In Spanish it's *zorro*. Yeah, like "El Zorro" 
The feminine form of it is *zorra*, which is also used to call someone a bitch


----------



## Dalian

Mandarin: 狐狸（hu2 li）


----------



## SerinusCanaria3075

Latin: _*vulpēs *_(feminine)

Italian: _*volpe*_ (feminine)
Romanian: _*vulpe*_ (feminine)

Do they have male forms?


----------



## Lingvisten

Danish: ræv
Norwegian: rev (don't know if it's bokmål or nynorsk)
Swedish: räv
Russian: лис


----------



## OldAvatar

SerinusCanaria3075 said:


> Latin: _*vulpēs *_(feminine)
> 
> Italian: _*volpe*_ (feminine)
> Romanian: _*vulpe*_ (feminine)
> 
> Do they have male forms?



In Romanian, there is also a male and a female diminutive form: 

_* vulpoi *_(masc.), also meaning _artful, shifter, arch, cagey_ etc._*
vulpiţă *_(feminine, diminutive)


----------



## Tolovaj_Mataj

Slovenian:

*lisíca* (female and also a generic form)
*lisják* (male)


----------



## black.x.white

Japanese -

狐 (きつね)
Kitsune


----------



## Pedro y La Torre

French: Renard (masculine), une renarde would be the feminine form.


----------



## Frank06

Hi,

In *Dutch* we have:
1. vos (generic name)
2. rekel (male)
3. moervos (female) 

Groetjes,

Frank


----------



## Alijsh

Persian: *rubâh* (Persian is gender-neutral. If we want to indicate gender we use "male X" and "female X")


----------



## spakh

Turkish,

tilki

No genders but we can say 'erkek tilki' and 'dişi tilki' for male and female ones.


----------



## ulala_eu

In *Galician*:
*raposa *- female 
*raposo *- male
Anyway, both _raposo _and _raposa _can be used as the generic form, it depends on the Galician of each area.


----------



## DrWatson

Finnish: *kettu* (also an older word *repo* exists)

German: *Fuchs *(masculine)


----------



## Qcumber

Pedro y La Torre said:


> French: Renard (masculine), une renarde would be the feminine form.
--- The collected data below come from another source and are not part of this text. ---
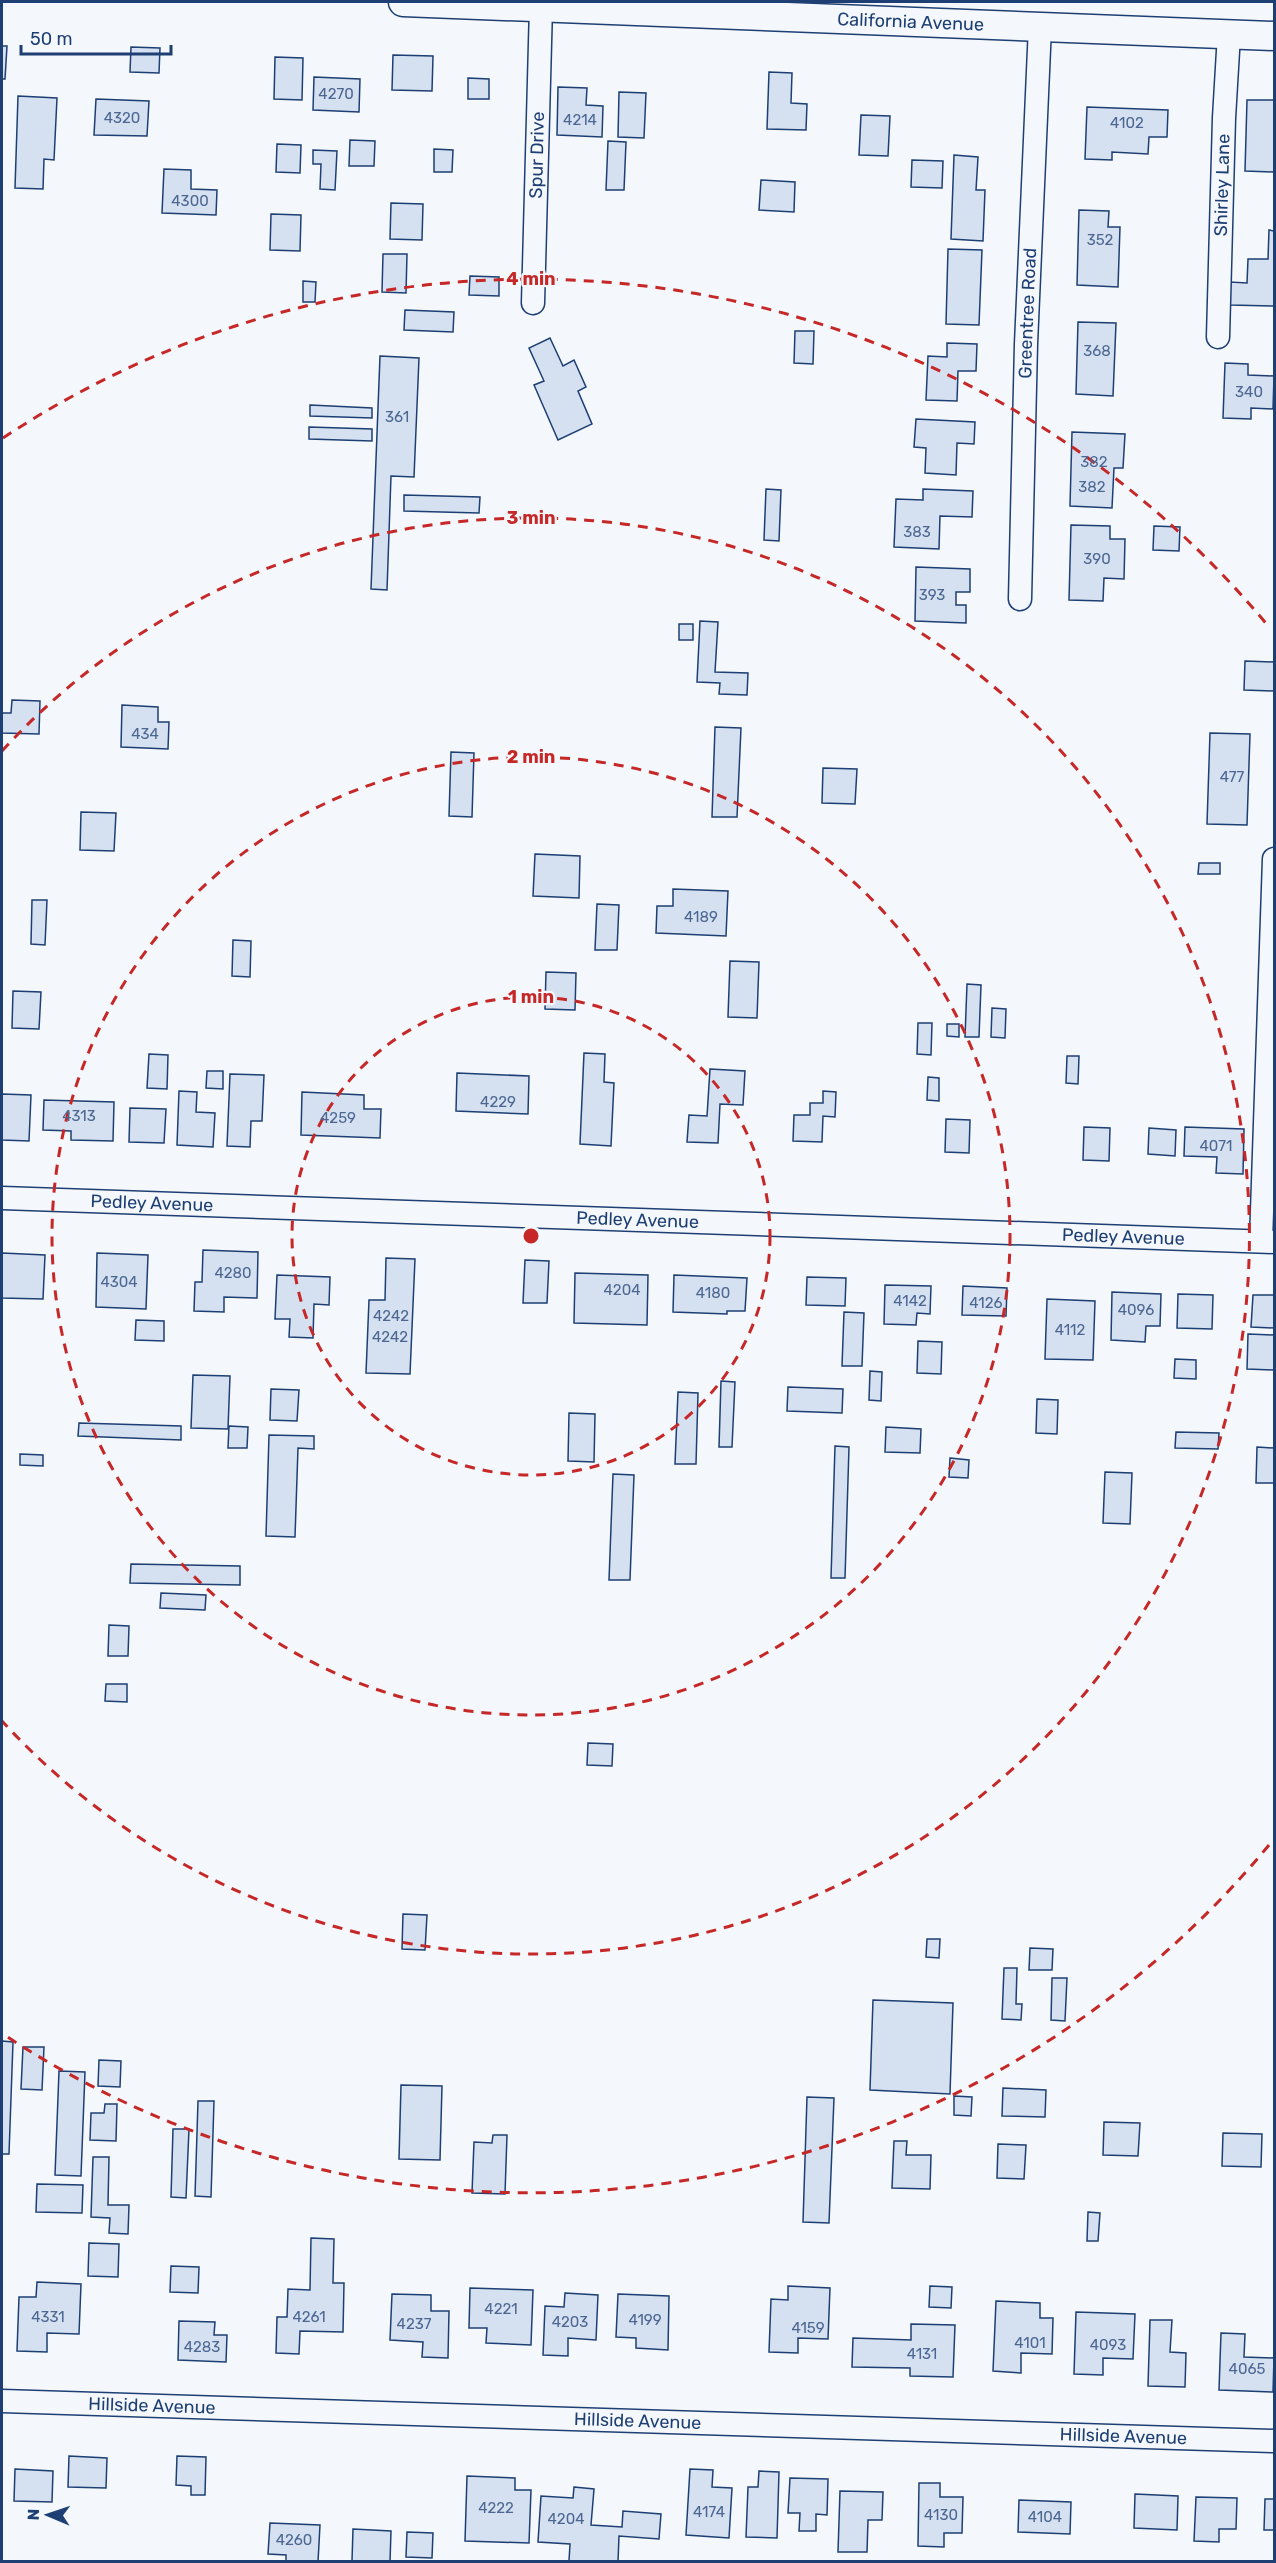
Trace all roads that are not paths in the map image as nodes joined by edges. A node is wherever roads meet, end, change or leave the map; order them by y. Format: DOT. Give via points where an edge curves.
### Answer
graph roads {
  1 [pos="403,2"];
  2 [pos="541,6"];
  3 [pos="703,7"];
  4 [pos="1040,26"];
  5 [pos="1229,34"];
  6 [pos="1275,36"];
  7 [pos="533,303"];
  8 [pos="1218,337"];
  9 [pos="1020,599"];
  10 [pos="1275,859"];
  11 [pos="2,1198"];
  12 [pos="1268,1241"];
  13 [pos="2,2401"];
  14 [pos="1275,2441"];
  1 -- 2 [label="main road, California Avenue"];
  2 -- 3 [label="main road, California Avenue"];
  2 -- 7 [label="street, Spur Drive"];
  3 -- 4 [label="main road, California Avenue"];
  4 -- 5 [label="main road, California Avenue"];
  4 -- 9 [label="street, Greentree Road"];
  5 -- 6 [label="main road, California Avenue"];
  5 -- 8 [label="street, Shirley Lane"];
  10 -- 12 [label="street"];
  11 -- 12 [label="street, Pedley Avenue"];
  13 -- 14 [label="street, Hillside Avenue"];
}
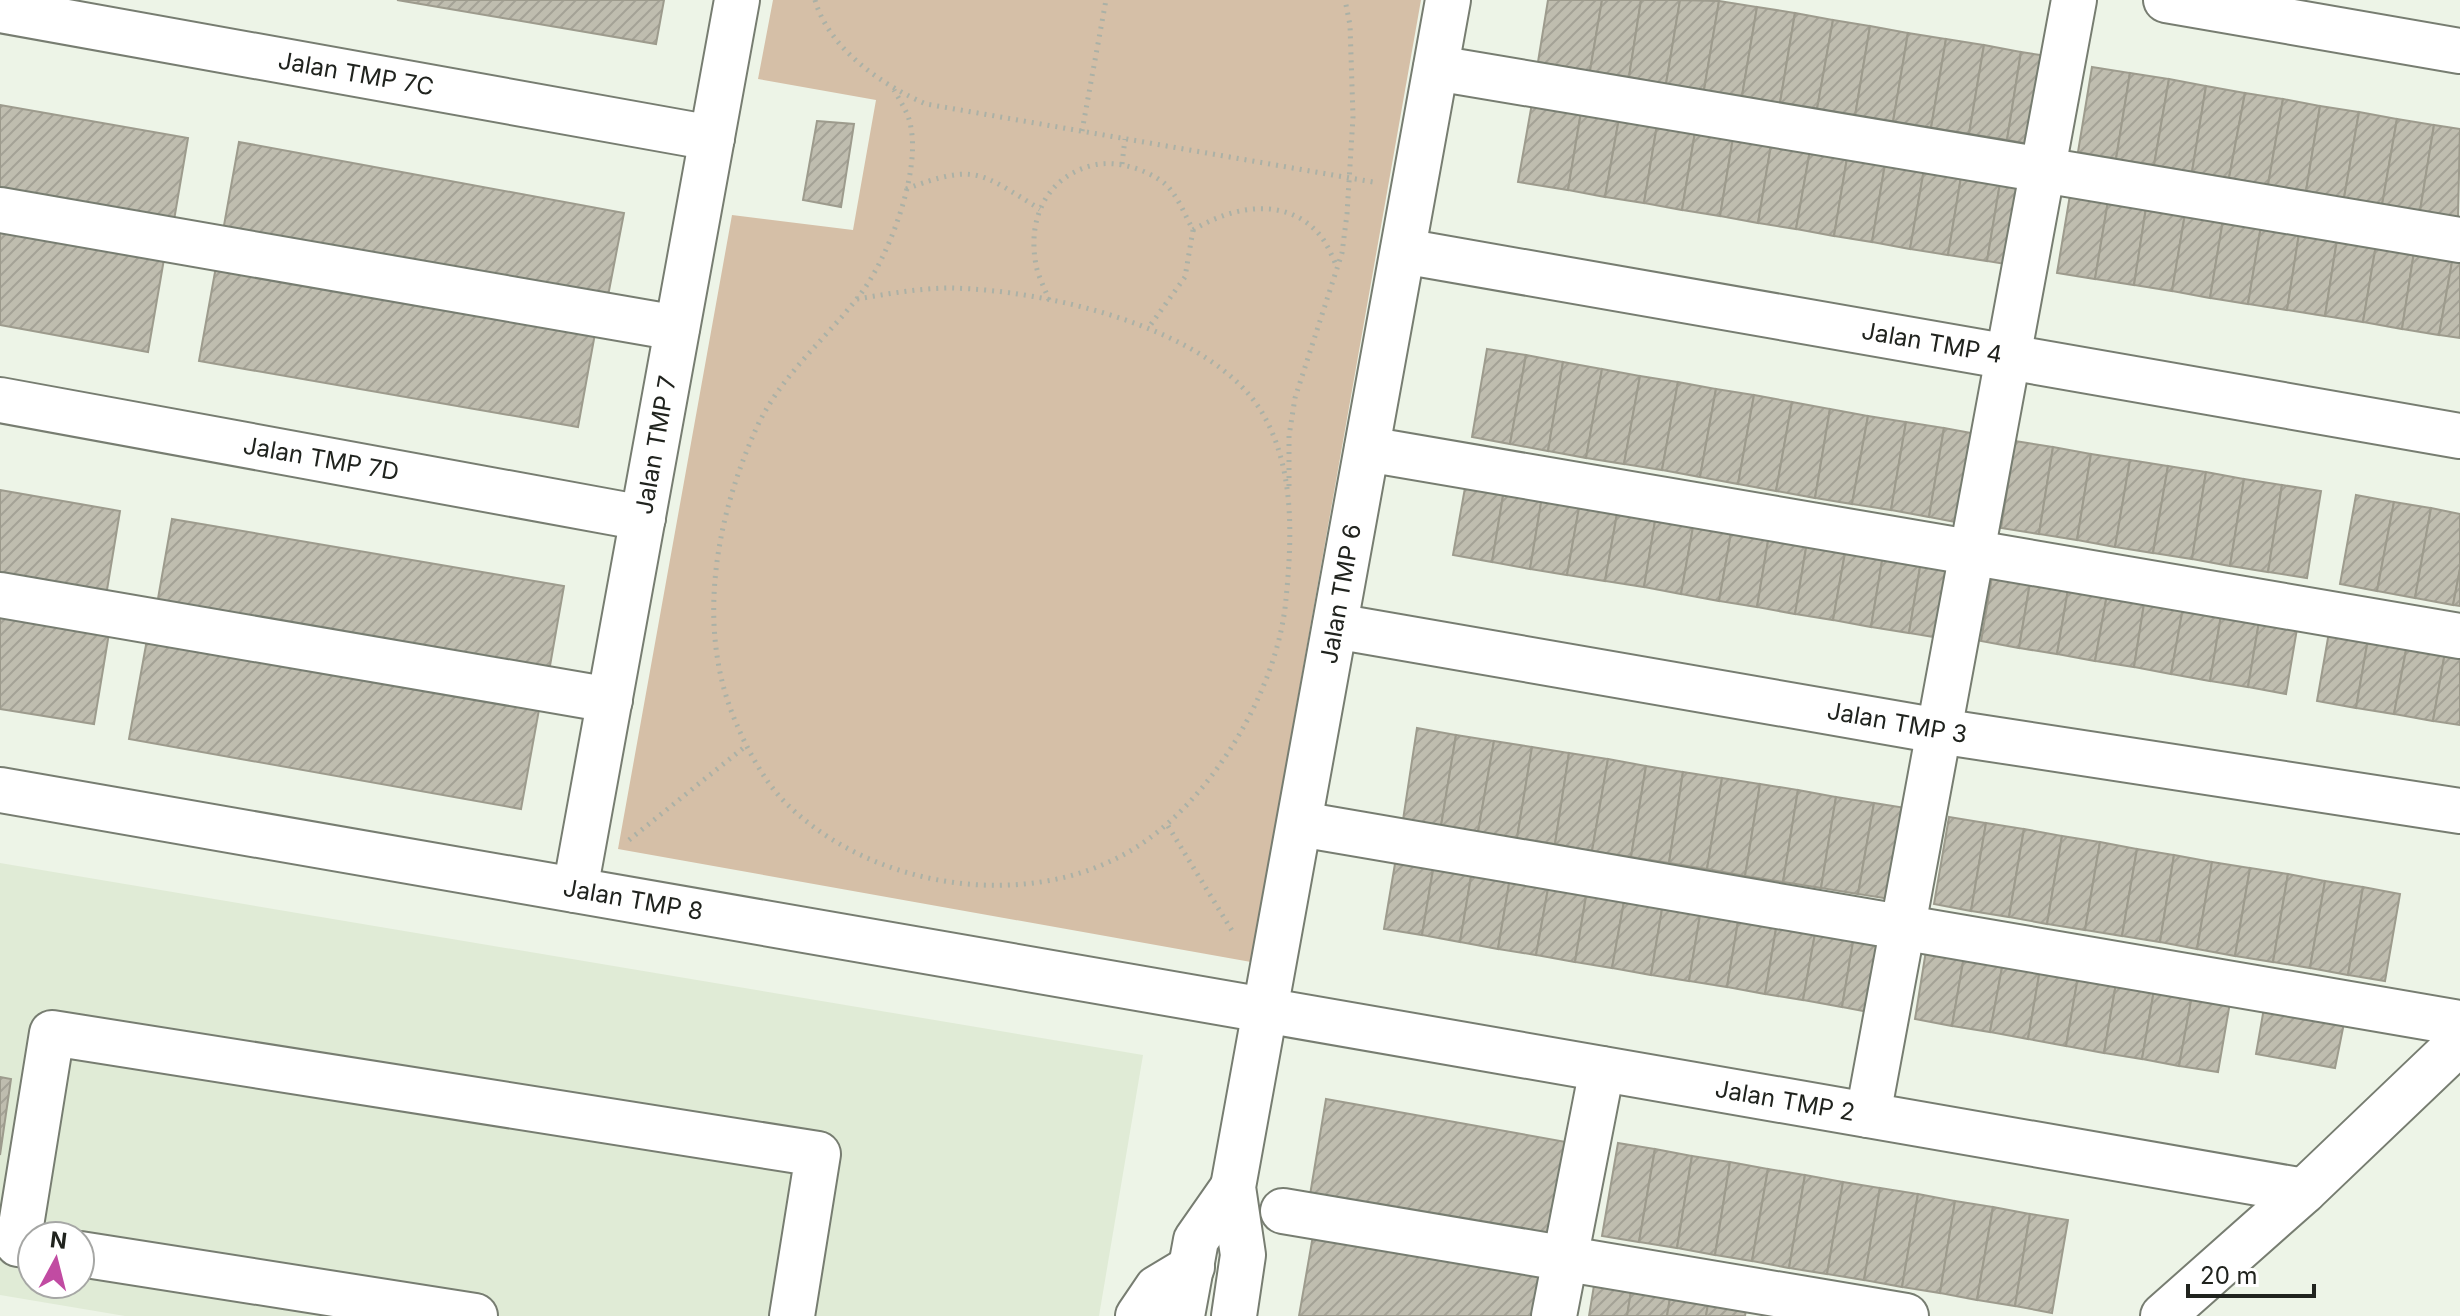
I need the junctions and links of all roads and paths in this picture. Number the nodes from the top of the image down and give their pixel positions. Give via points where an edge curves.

The original French name was "*goupil*". It was replaced by "*renard*" - female: _renarde;_ cub: _renardeau;_ possibly _renardelle_ for the female cub -due to the success of the novel "_Le Roman de Renart_" (12th-13th c.). Its German equivalent is _Reinhart Fuchs_ (ca. 1180)
*Renart > Renard* was the name of the fox in the story, and meant German / Frankish _Rein Hardt_ "pure heart".


----------



## Etcetera

Lingvisten said:


> Russian: лис


Лис / lis is male. 

For a female fox, there's a special form: лис*а* / lis*a*.


----------



## Topsie

Kangy said:


> In Spanish it's *zorro*. Yeah, like "El Zorro"
> The feminine form of it is *zorra*, which is also used to call someone a bitch



Calling someone a vixen in English isn't particularly nice either!


----------



## Pedro y La Torre

Topsie said:


> Calling someone a vixen in English isn't particularly nice either!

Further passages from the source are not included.